INSTRUCTIONS TO FOLLOW:
Check each line of the data for "roads" and select those that have it.

Stored items:
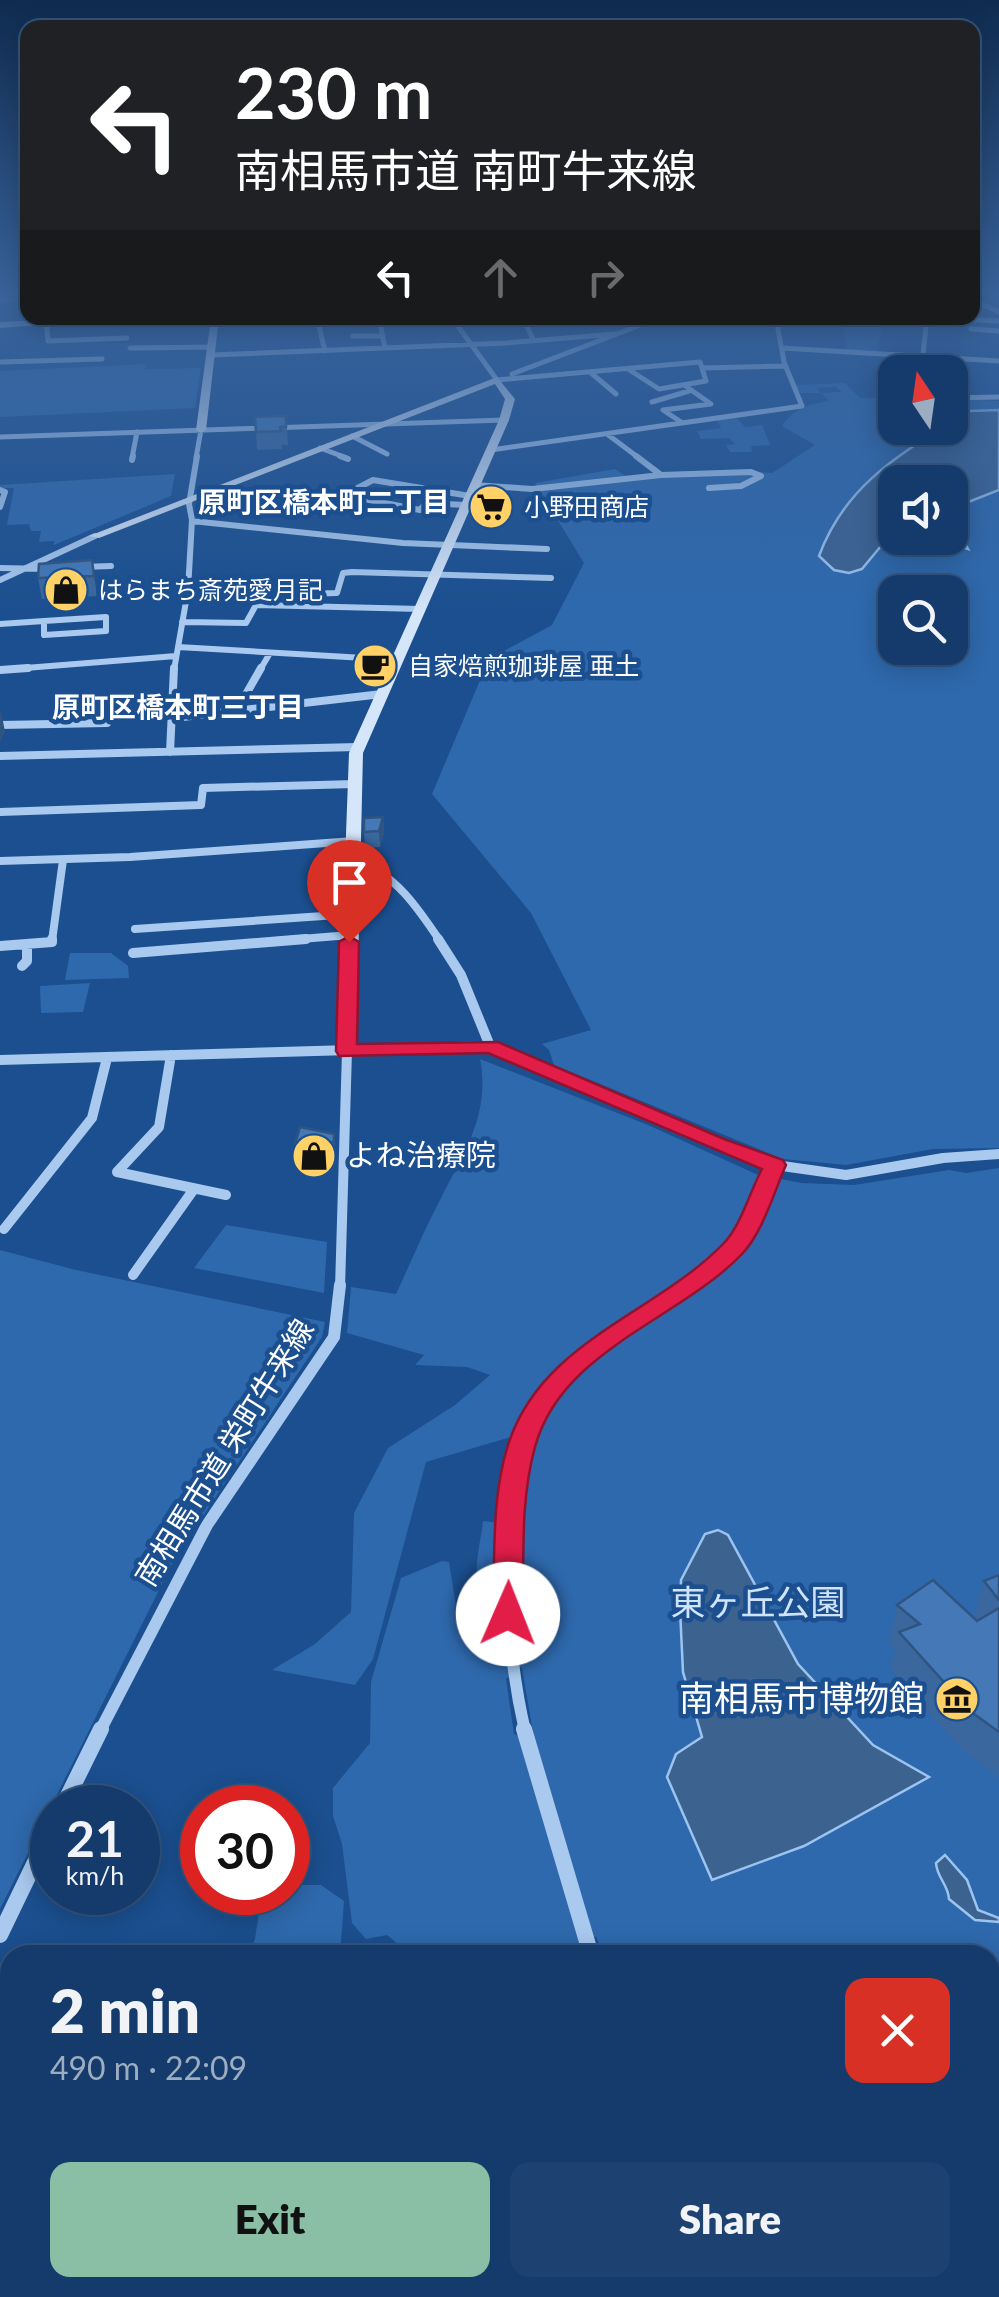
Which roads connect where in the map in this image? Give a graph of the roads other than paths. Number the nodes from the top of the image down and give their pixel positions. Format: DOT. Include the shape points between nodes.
graph roads {
  1 [pos="205,399"];
  2 [pos="446,399"];
  3 [pos="509,399"];
  4 [pos="661,399"];
  5 [pos="704,399"];
  6 [pos="801,399"];
  7 [pos="663,410"];
  8 [pos="504,420"];
  9 [pos="680,422"];
  10 [pos="382,424"];
  11 [pos="201,430"];
  12 [pos="136,432"];
  13 [pos="606,433"];
  14 [pos="352,436"];
  15 [pos="0,438"];
  16 [pos="320,448"];
  17 [pos="490,450"];
  18 [pos="387,454"];
  19 [pos="348,459"];
  20 [pos="132,460"];
  21 [pos="660,475"];
  22 [pos="708,488"];
  23 [pos="0,490"];
  24 [pos="470,495"];
  25 [pos="190,498"];
  26 [pos="0,507"];
  27 [pos="192,521"];
  28 [pos="95,536"];
  29 [pos="447,546"];
  30 [pos="548,549"];
  31 [pos="111,566"];
  32 [pos="0,568"];
  33 [pos="58,568"];
  34 [pos="74,568"];
  35 [pos="16,571"];
  36 [pos="436,574"];
  37 [pos="551,578"];
  38 [pos="0,580"];
  39 [pos="299,594"];
  40 [pos="421,609"];
  41 [pos="44,622"];
  42 [pos="182,622"];
  43 [pos="0,624"];
  44 [pos="177,652"];
  45 [pos="270,652"];
  46 [pos="398,660"];
  47 [pos="0,670"];
  48 [pos="382,694"];
  49 [pos="237,710"];
  50 [pos="174,718"];
  51 [pos="107,723"];
  52 [pos="0,724"];
  53 [pos="358,747"];
  54 [pos="170,752"];
  55 [pos="0,756"];
  56 [pos="356,784"];
  57 [pos="0,812"];
  58 [pos="354,841"];
  59 [pos="63,860"];
  60 [pos="354,860"];
  61 [pos="0,862"];
  62 [pos="352,914"];
  63 [pos="134,929"];
  64 [pos="350,936"];
  65 [pos="27,944"];
  66 [pos="0,946"];
  67 [pos="134,953"];
  68 [pos="22,966"];
  69 [pos="490,1046"];
  70 [pos="347,1051"];
  71 [pos="170,1056"];
  72 [pos="107,1058"];
  73 [pos="0,1060"];
  74 [pos="999,1154"];
  75 [pos="775,1165"];
  76 [pos="194,1189"];
  77 [pos="226,1195"];
  78 [pos="4,1229"];
  79 [pos="133,1275"];
  80 [pos="73,1785"];
  81 [pos="30,1873"];
  82 [pos="0,1935"];
  83 [pos="588,1945"];
  1 -- 11 [label="street"];
  2 -- 10 [label="street"];
  3 -- 8 [label="street"];
  4 -- 7 [label="street" via="652,402"];
  5 -- 7 [label="street" via="711,404"];
  6 -- 9 [label="street"];
  7 -- 9 [label="street"];
  8 -- 10 [label="street"];
  8 -- 17 [label="street, 南相馬市道 栄町牛来線"];
  9 -- 13 [label="street"];
  10 -- 11 [label="street"];
  10 -- 14 [label="street"];
  11 -- 12 [label="street"];
  11 -- 25 [label="street"];
  12 -- 15 [label="street"];
  12 -- 20 [label="street"];
  13 -- 17 [label="street"];
  13 -- 21 [label="street"];
  14 -- 16 [label="street"];
  14 -- 18 [label="street"];
  16 -- 19 [label="street"];
  16 -- 25 [label="street"];
  17 -- 24 [label="street, 南相馬市道 栄町牛来線"];
  21 -- 22 [label="street" via="761,476 741,486"];
  21 -- 24 [label="street"];
  23 -- 26 [label="street"];
  24 -- 24 [label="street" via="420,510 344,495 373,480"];
  24 -- 29 [label="street, 南相馬市道 栄町牛来線"];
  25 -- 27 [label="street"];
  25 -- 28 [label="street"];
  27 -- 29 [label="street"];
  27 -- 42 [label="street"];
  28 -- 35 [label="street"];
  29 -- 30 [label="street"];
  29 -- 36 [label="street, 南相馬市道 栄町牛来線"];
  31 -- 34 [label="street"];
  32 -- 35 [label="street"];
  33 -- 35 [label="street"];
  35 -- 38 [label="street"];
  36 -- 37 [label="street"];
  36 -- 39 [label="street" via="343,573 337,592"];
  36 -- 40 [label="street, 南相馬市道 栄町牛来線"];
  40 -- 42 [label="street" via="256,605 246,623"];
  40 -- 46 [label="street, 南相馬市道 栄町牛来線"];
  41 -- 41 [label="street" via="106,617 106,631 44,636"];
  41 -- 43 [label="street"];
  42 -- 44 [label="street"];
  44 -- 45 [label="street"];
  44 -- 47 [label="street"];
  44 -- 50 [label="street"];
  45 -- 46 [label="street"];
  45 -- 49 [label="street"];
  46 -- 48 [label="street, 南相馬市道 栄町牛来線"];
  48 -- 49 [label="street"];
  48 -- 53 [label="street, 南相馬市道 栄町牛来線"];
  49 -- 50 [label="street"];
  50 -- 54 [label="street"];
  51 -- 52 [label="street"];
  53 -- 54 [label="street"];
  53 -- 56 [label="street, 南相馬市道 栄町牛来線"];
  54 -- 55 [label="street"];
  56 -- 57 [label="street" via="203,788 202,806"];
  56 -- 58 [label="street, 南相馬市道 栄町牛来線"];
  58 -- 59 [label="street"];
  58 -- 60 [label="street, 南相馬市道 栄町牛来線"];
  59 -- 61 [label="street"];
  59 -- 65 [label="street" via="52,942"];
  60 -- 62 [label="street, 南相馬市道 栄町牛来線"];
  60 -- 69 [label="street" via="374,865 418,910 458,968"];
  62 -- 63 [label="street"];
  62 -- 64 [label="street, 南相馬市道 栄町牛来線"];
  64 -- 67 [label="street"];
  64 -- 70 [label="street, 南相馬市道 栄町牛来線"];
  65 -- 66 [label="street"];
  65 -- 68 [label="street"];
  69 -- 70 [label="street"];
  69 -- 75 [label="street"];
  70 -- 71 [label="street"];
  70 -- 80 [label="street, 南相馬市道 栄町牛来線" via="334,1337 207,1525"];
  71 -- 72 [label="street"];
  71 -- 76 [label="street" via="159,1126 117,1172"];
  72 -- 73 [label="street"];
  72 -- 78 [label="street" via="92,1118"];
  74 -- 75 [label="street" via="846,1174"];
  75 -- 83 [label="street" via="736,1245 700,1278 584,1356 555,1386 521,1446 511,1500 514,1684"];
  76 -- 77 [label="street"];
  76 -- 79 [label="street"];
  81 -- 82 [label="street"];
}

ANSWER FOR THIS EXERCISE:
Which roads connect where in the map in this image? Give a graph of the roads other than paths. Number the nodes from the top of the image down and give their pixel positions. Format: DOT. Include the shape points between nodes.
graph roads {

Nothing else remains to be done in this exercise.